INSTRUCTIONS FOR THE TASK:
Each line in the listing below that includes "富岡環状線" should be counted; give the total and nothing more.

RECORDS FOR THE EXERCISE:
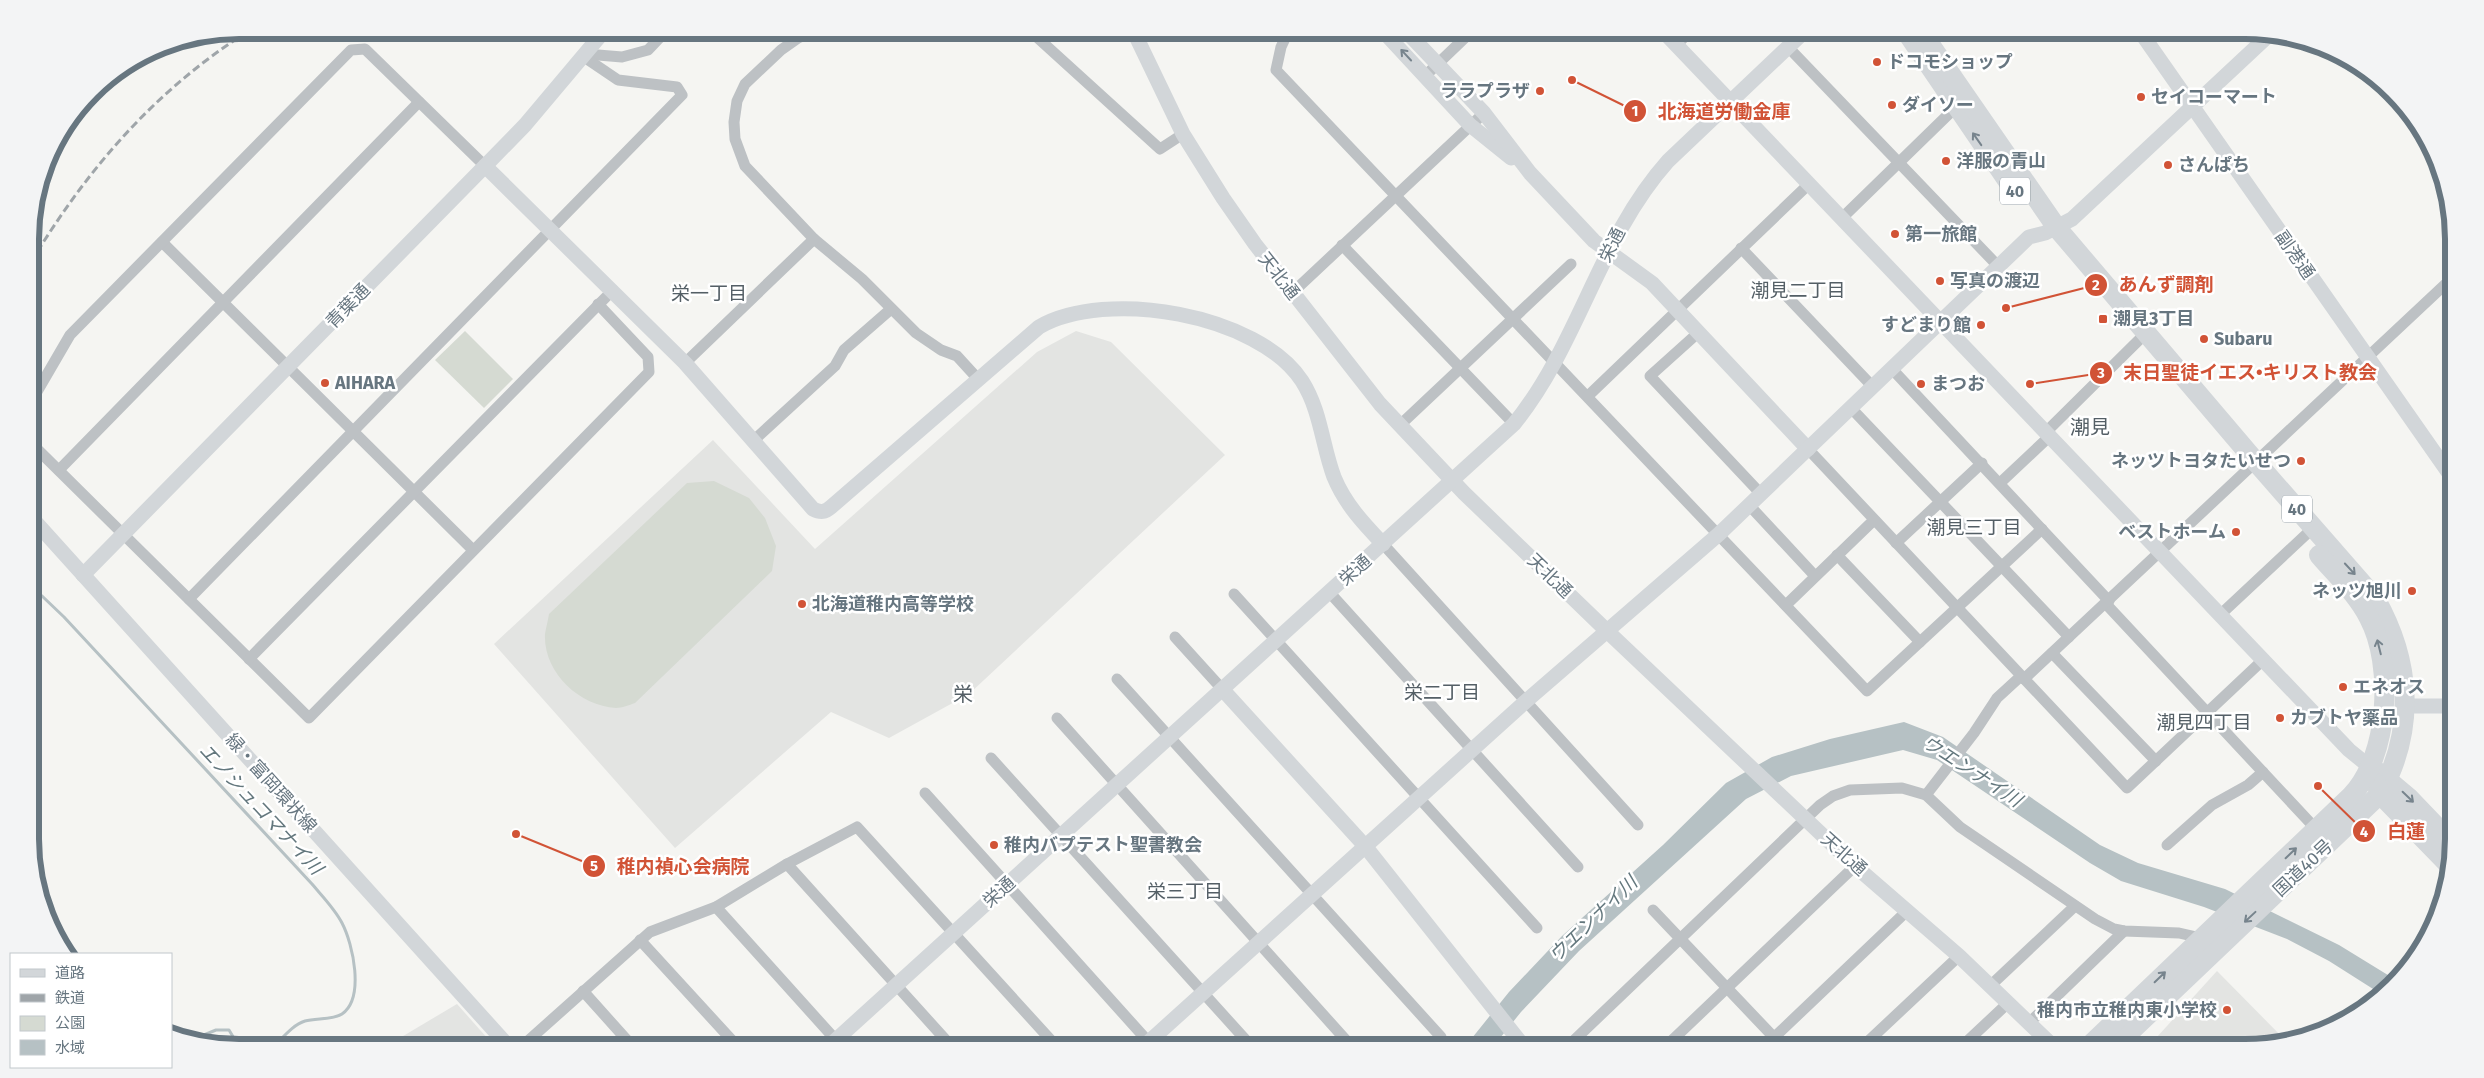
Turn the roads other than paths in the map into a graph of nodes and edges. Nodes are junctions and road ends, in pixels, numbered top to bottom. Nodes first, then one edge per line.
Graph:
1 (598, 39) edge
2 (658, 39) edge
3 (797, 39) edge
4 (1137, 39) edge
5 (1285, 39) edge
6 (1390, 39) edge
7 (1413, 39) edge
8 (1463, 39) edge
9 (1670, 39) edge
10 (1682, 39) edge
11 (1796, 39) edge
12 (1912, 39) edge
13 (1925, 39) edge
14 (2144, 39) edge
15 (2264, 39) edge
16 (1041, 40) edge
17 (1676, 45) junction
18 (1788, 47) junction
19 (585, 55) junction
20 (1437, 64) junction
21 (1425, 76) junction
22 (1732, 101) junction
23 (419, 102) junction
24 (1961, 102) junction
25 (2191, 107) junction
26 (1484, 113) junction
27 (1470, 126) junction
28 (1183, 134) junction
29 (1899, 162) junction
30 (485, 166) junction
31 (1530, 173) junction
32 (1809, 184) junction
33 (1397, 195) junction
34 (1842, 218) junction
35 (2051, 230) junction
36 (552, 231) junction
37 (814, 239) junction
38 (162, 242) junction
39 (1342, 245) junction
40 (1741, 248) junction
41 (1607, 252) junction
42 (1571, 264) dead end
43 (1998, 266) junction
44 (2445, 285) edge
45 (612, 290) junction
46 (1292, 293) junction
47 (223, 302) junction
48 (598, 304) junction
49 (890, 309) junction
50 (1678, 310) junction
51 (1513, 319) junction
52 (1941, 322) junction
53 (1698, 332) junction
54 (2142, 337) junction
55 (2366, 358) junction
56 (686, 363) junction
57 (1555, 363) junction
58 (288, 367) junction
59 (1461, 369) junction
60 (1892, 369) junction
61 (978, 379) junction
62 (1873, 387) junction
63 (39, 388) edge
64 (1588, 396) junction
65 (1851, 408) junction
66 (1514, 424) junction
67 (1399, 426) junction
68 (354, 431) junction
69 (2049, 433) junction
70 (753, 441) junction
71 (1808, 449) junction
72 (39, 450) edge
73 (1982, 463) junction
74 (2251, 466) junction
75 (2445, 468) edge
76 (60, 470) junction
77 (1452, 481) junction
78 (2000, 483) junction
79 (414, 490) junction
80 (1761, 494) junction
81 (1940, 502) junction
82 (1749, 505) junction
83 (1874, 520) junction
84 (39, 526) edge
85 (2042, 529) junction
86 (2308, 532) junction
87 (124, 534) junction
88 (1719, 534) junction
89 (1896, 543) junction
90 (1383, 544) junction
91 (473, 550) junction
92 (2161, 551) junction
93 (1837, 555) junction
94 (2001, 567) junction
95 (83, 575) junction
96 (1815, 576) junction
97 (1330, 593) junction
98 (1234, 594) dead end
99 (189, 599) junction
100 (2107, 602) junction
101 (1786, 605) junction
102 (1957, 608) junction
103 (2221, 614) junction
104 (1607, 631) junction
105 (2069, 637) junction
106 (1175, 638) dead end
107 (1277, 641) junction
108 (1920, 642) junction
109 (2052, 653) junction
110 (249, 658) junction
111 (2264, 659) junction
112 (2023, 677) junction
113 (1117, 679) dead end
114 (1223, 690) junction
115 (2384, 695) junction
116 (1525, 702) junction
117 (2405, 706) junction
118 (2445, 706) edge
119 (2207, 712) junction
120 (1057, 718) dead end
121 (2381, 721) junction
122 (1170, 737) junction
123 (1472, 750) junction
124 (991, 758) dead end
125 (2156, 761) junction
126 (2370, 767) junction
127 (2263, 772) junction
128 (1118, 785) junction
129 (2384, 786) junction
130 (925, 792) dead end
131 (1926, 795) junction
132 (1419, 798) junction
133 (1806, 819) junction
134 (1638, 825) dead end
135 (2316, 829) junction
136 (1062, 835) junction
137 (2445, 837) edge
138 (2167, 845) dead end
139 (1365, 846) junction
140 (2444, 859) edge
141 (787, 864) junction
142 (1578, 866) dead end
143 (1855, 866) junction
144 (1007, 884) junction
145 (1312, 894) junction
146 (2075, 906) junction
147 (716, 908) junction
148 (1653, 910) dead end
149 (1908, 910) junction
150 (1537, 928) dead end
151 (2124, 931) junction
152 (954, 933) junction
153 (2213, 935) junction
154 (1680, 939) junction
155 (640, 940) junction
156 (1258, 942) junction
157 (1959, 956) junction
158 (896, 985) junction
159 (1990, 986) junction
160 (1727, 988) junction
161 (583, 991) junction
162 (1203, 993) junction
163 (2008, 1003) junction
164 (2029, 1023) junction
165 (1441, 1037) dead end
166 (1774, 1037) joint
167 (502, 1039) edge
168 (530, 1039) edge
169 (626, 1039) edge
170 (731, 1039) edge
171 (830, 1039) edge
172 (841, 1039) edge
173 (945, 1039) edge
174 (1050, 1039) edge
175 (1142, 1039) edge
176 (1155, 1039) edge
177 (1245, 1039) edge
178 (1345, 1039) edge
179 (1519, 1039) edge
180 (1575, 1039) edge
181 (1673, 1039) edge
182 (1871, 1039) edge
183 (1970, 1039) edge
184 (2046, 1039) edge
185 (2097, 1039) edge
186 (2121, 1039) edge

1 - 19 street, 青葉通
2 - 19 street
3 - 37 street
4 - 28 street, 天北通
5 - 33 street
21 -> 6 street
7 - 20 street
8 - 20 street
9 - 17 street
10 - 17 street
11 - 18 street, 栄通
12 - 24 highway, 国道40号 / 40
13 - 24 highway, 国道40号 / 40
14 - 25 street, 副港通
15 - 25 street
16 - 28 street
17 - 22 street
18 - 22 street, 栄通
18 - 29 street
19 - 30 street, 青葉通
19 - 36 street
20 - 21 street
20 - 26 street
21 - 27 street
22 - 32 street
22 - 41 street, 栄通
23 - 30 street
23 - 38 street
23 - 47 street
24 - 29 street
24 - 35 highway, 国道40号 / 40
25 - 35 street
25 - 55 street, 副港通
26 - 27 street
26 - 31 street
27 - 31 street
27 - 33 street
28 - 46 street, 天北通
29 - 34 street
29 - 43 street
30 - 36 street
30 - 58 street, 青葉通
31 - 41 street
32 - 34 street
32 - 40 street
33 - 39 street
33 - 51 street
34 - 52 street
35 - 43 street
35 - 54 highway, 国道40号 / 40
36 - 45 street
36 - 68 street
37 - 49 street
37 - 56 street
38 - 47 street
38 - 63 street
39 - 46 street
39 - 59 street
40 - 50 street
40 - 62 street
41 - 50 street
41 - 57 street, 栄通
42 - 51 street
43 - 52 street
44 - 55 street
45 - 48 street
45 - 56 street
46 - 67 street, 天北通
47 - 58 street
47 - 76 street
48 - 79 street
48 - 91 street
49 - 61 street
49 - 70 street
50 - 53 street
50 - 64 street
51 - 57 street
51 - 59 street
52 - 60 street
52 - 69 street
53 - 71 street
53 - 80 street
54 - 69 street
54 - 74 highway, 国道40号 / 40
55 - 74 street
55 - 75 street, 副港通
56 - 70 street
57 - 64 street
57 - 66 street, 栄通
58 - 68 street
58 - 87 street, 青葉通
59 - 66 street
59 - 67 street
60 - 62 street
60 - 73 street
61 - 70 street
61 - 90 street
62 - 65 street
64 - 88 street
65 - 71 street
65 - 81 street
66 - 77 street, 栄通
67 - 77 street, 天北通
68 - 79 street
68 - 99 street
69 - 78 street
69 - 92 street
71 - 80 street
71 - 83 street
72 - 76 street
73 - 78 street
73 - 81 street
74 - 86 highway, 国道40号 / 40
74 - 92 street
76 - 87 street
77 - 90 street, 栄通
77 - 104 street, 天北通
78 - 85 street
79 - 91 street
79 - 110 street
80 - 82 street
81 - 89 street
81 - 94 street
82 - 88 street
82 - 96 street
83 - 89 street
83 - 93 street
84 - 95 street, 緑・富岡環状線
85 - 94 street
85 - 100 street
86 - 103 street
115 -> 86 highway, 国道40号 / 40
86 -> 117 highway, 国道40号 / 40
87 - 95 street, 青葉通
87 - 99 street
88 - 101 street
88 - 104 street
89 - 102 street
90 - 97 street, 栄通
90 - 116 street
91 - 110 street
92 - 100 street
92 - 103 street
93 - 96 street
93 - 108 street
94 - 102 street
94 - 105 street
95 - 167 street, 緑・富岡環状線
96 - 101 street
97 - 107 street, 栄通
97 - 123 street
98 - 107 street
99 - 110 street
100 - 105 street
100 - 119 street
101 - 108 street
102 - 108 street
102 - 112 street
103 - 111 street
104 - 116 street
104 - 133 street, 天北通
105 - 109 street
106 - 114 street
107 - 114 street, 栄通
107 - 132 street
109 - 112 street
109 - 125 street
111 - 119 street
111 - 126 street
112 - 125 street
112 - 131 street
113 - 122 street
114 - 122 street, 栄通
114 - 139 street
115 - 117 street
115 - 121 highway, 国道40号 / 40
116 - 123 street
116 - 134 street
117 - 118 street
117 - 121 street
117 - 129 highway, 国道40号 / 40
119 - 125 street
119 - 127 street
120 - 128 street
121 - 126 highway, 国道40号 / 40
122 - 128 street, 栄通
122 - 145 street
123 - 132 street
123 - 142 street
124 - 136 street
126 - 129 highway
126 - 135 highway, 国道40号 / 40
127 - 135 street
127 - 138 street
128 - 136 street, 栄通
128 - 156 street
129 -> 137 highway
129 - 140 highway
129 -> 153 highway, 国道40号 / 40
130 - 144 street
131 - 133 street
131 - 146 street
132 - 139 street
132 - 150 street
133 - 143 street, 天北通
133 - 154 street
153 -> 135 highway, 国道40号 / 40
136 - 144 street, 栄通
136 - 162 street
139 - 145 street
139 - 179 street
141 - 147 street
141 - 152 street
141 - 158 street
143 - 149 street, 天北通
143 - 160 street
144 - 152 street, 栄通
144 - 175 street
145 - 156 street
145 - 165 street
146 - 151 street
146 - 159 street
147 - 155 street
147 - 171 street
148 - 154 street
149 - 157 street, 天北通
149 - 166 street
151 - 153 street
151 - 164 street
152 - 158 street, 栄通
152 - 174 street
185 -> 153 highway, 国道40号 / 40
153 - 186 highway, 国道40号 / 40
154 - 160 street
154 - 180 street
155 - 161 street
155 - 170 street
156 - 162 street
156 - 178 street
157 - 159 street, 天北通
157 - 182 street
158 - 172 street, 栄通
158 - 173 street
159 - 163 street, 天北通
160 - 166 street
160 - 181 street
161 - 168 street
161 - 169 street
162 - 176 street
162 - 177 street
163 - 164 street, 天北通
163 - 183 street
164 - 184 street, 天北通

SOLUTION TO THIS EXERCISE:
2